Eastern Regional Bureau (ERB) has been entrusted with
the task of establishing a foothold in the Northeast.
The ERB had initially been entrusted with the responsibility
of launching operations in the States of Bihar, Jharkhand,
West Bengal and parts of Orissa. However, security sources
indicated in June 2010, that the ERB had been given the
additional responsibility of the Northeast region. The
Bureau is headed by Prashanta Bose alias Kishan
da, originally from West Bengal, but currently
and principally operating out of Jharkhand. While sources
refused to identify him, the ERB also has one known member
from Assam, drawn from an area bordering West Bengal.
Assam Chief Minister Tarun Gogoi, on April 12, 2010, admitted
that there were linkages between insurgent groups like
ULFA and the CPI-Maoist, stating:
There
are reports about links between our insurgent outfits
and Maoists. There is a probable link. I don't find
much of a difference between them if you look at
their respective ideologies and styles of functioning.
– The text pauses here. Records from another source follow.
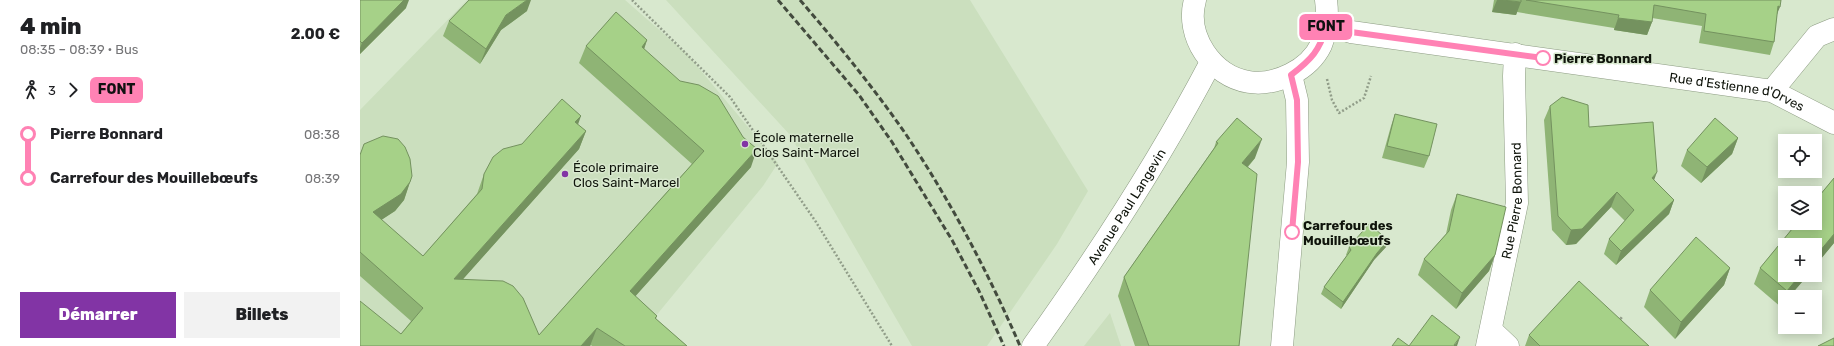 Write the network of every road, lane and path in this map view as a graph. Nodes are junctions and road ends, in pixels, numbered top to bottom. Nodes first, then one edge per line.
1 (632, 0) edge
2 (1195, 0) edge
3 (1326, 0) edge
4 (1327, 26) junction
5 (1834, 29) edge
6 (1515, 54) junction
7 (1211, 62) junction
8 (1291, 75) junction
9 (1371, 76) dead end
10 (1772, 91) junction
11 (1297, 100) junction
12 (1834, 123) edge
13 (1622, 317) dead end
14 (1616, 323) edge
15 (1489, 338) edge
16 (892, 346) edge
17 (1033, 346) edge
18 (1282, 346) edge
19 (1508, 346) edge

1 - 16 path
2 - 7 street
3 - 4 street
4 - 6 street, Rue d'Estienne d'Orves
4 - 8 street
5 - 10 street
6 - 10 street, Rue d'Estienne d'Orves
6 - 15 street, Rue Pierre Bonnard
7 - 8 street
7 - 17 street, Avenue Paul Langevin
8 - 11 street
9 - 11 path
10 - 12 street, Rue d'Estienne d'Orves
11 - 18 street
13 - 14 path
15 - 19 street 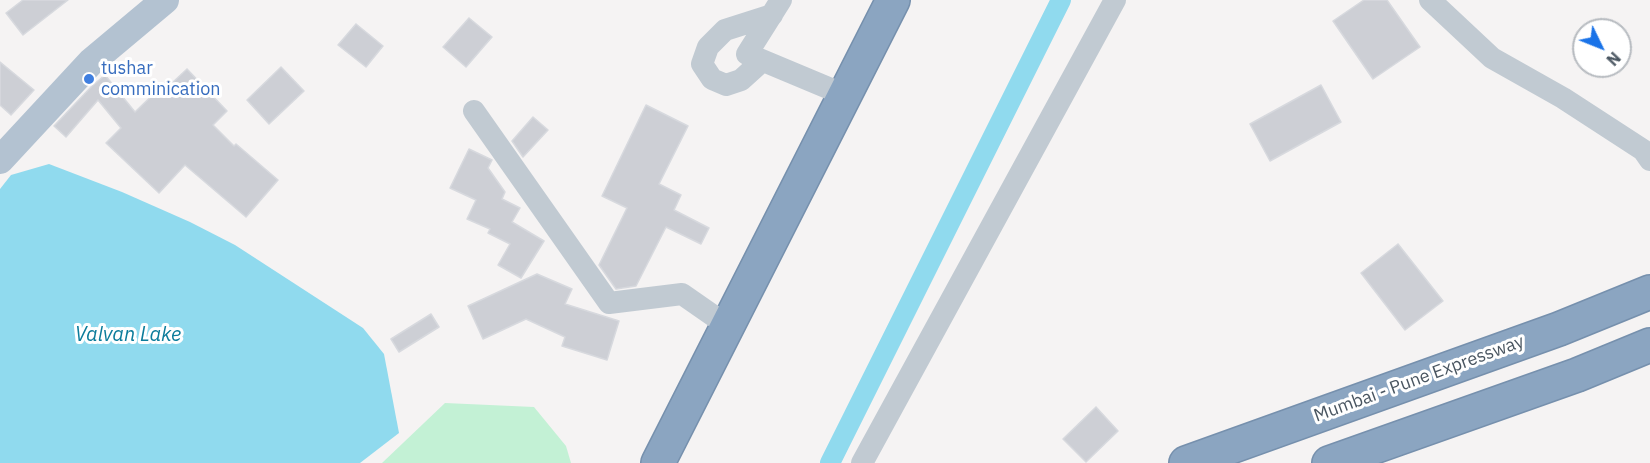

Both start off by exploiting sentiments of the masses
in underdeveloped areas and try to solve problems
through armed struggle. The whole idea is to destabilise
the Government.
|
Sources
in the Defence establishment disclosed that "over-ground
Maoist activists" have already set up base in three Districts
in Assam: Goalpara in the West and Dibrugarh and Tinsukia
in the East.
The Maoists
had already inked a three-point pact with the Manipur-based
Meitei armed group, the People’s Liberation Army (PLA),
on October 21, 2008, and issued a joint declaration after
a two day meeting between the Revolutionary People’s Front
(RPF, the political wing of the PLA) and the CPI-Maoist,
at the ‘Council Headquarters’ of the former at an unspecified
location in Manipur, on October 21 & 22, 2008. According
to the three point pact, both the groups had declared
they would:
-
Honour
and support the sovereignty of the two ‘countries’
(the sovereignty of India and the sovereignty of Manipur);
-
Extend
full moral and political support to each other in
the liberation struggles to overthrow the common enemy,
‘the Indian reactionary and oppressive regime’
-
Recognise
and honour the historically endorsed territorial integrity
of the two ‘countries’, namely Manipur and India.
The pact
has given the Maoists the initial logistics support it
needed in the Northeast, and subsequent indications suggest
that this has been well exploited to secure wider alliance
and a deeper presence in the region.
The National
Socialist Council of Nagaland-Isak-Muivah (NSCN-IM),
the principal militant formation in Nagaland, is also
reported to have linked up with the Maoists, despite the
Naga group’s entry into an extended cease-fire agreement
with the Union Government since July 1997. The NSCN-IM
is believed to be facilitating Maoist movement, recruitment
and training in the region and, while these linkages do
not appear to have been formalized, the NSCN-IM’s ‘moral
support’ for the Maoists has been clearly articulated.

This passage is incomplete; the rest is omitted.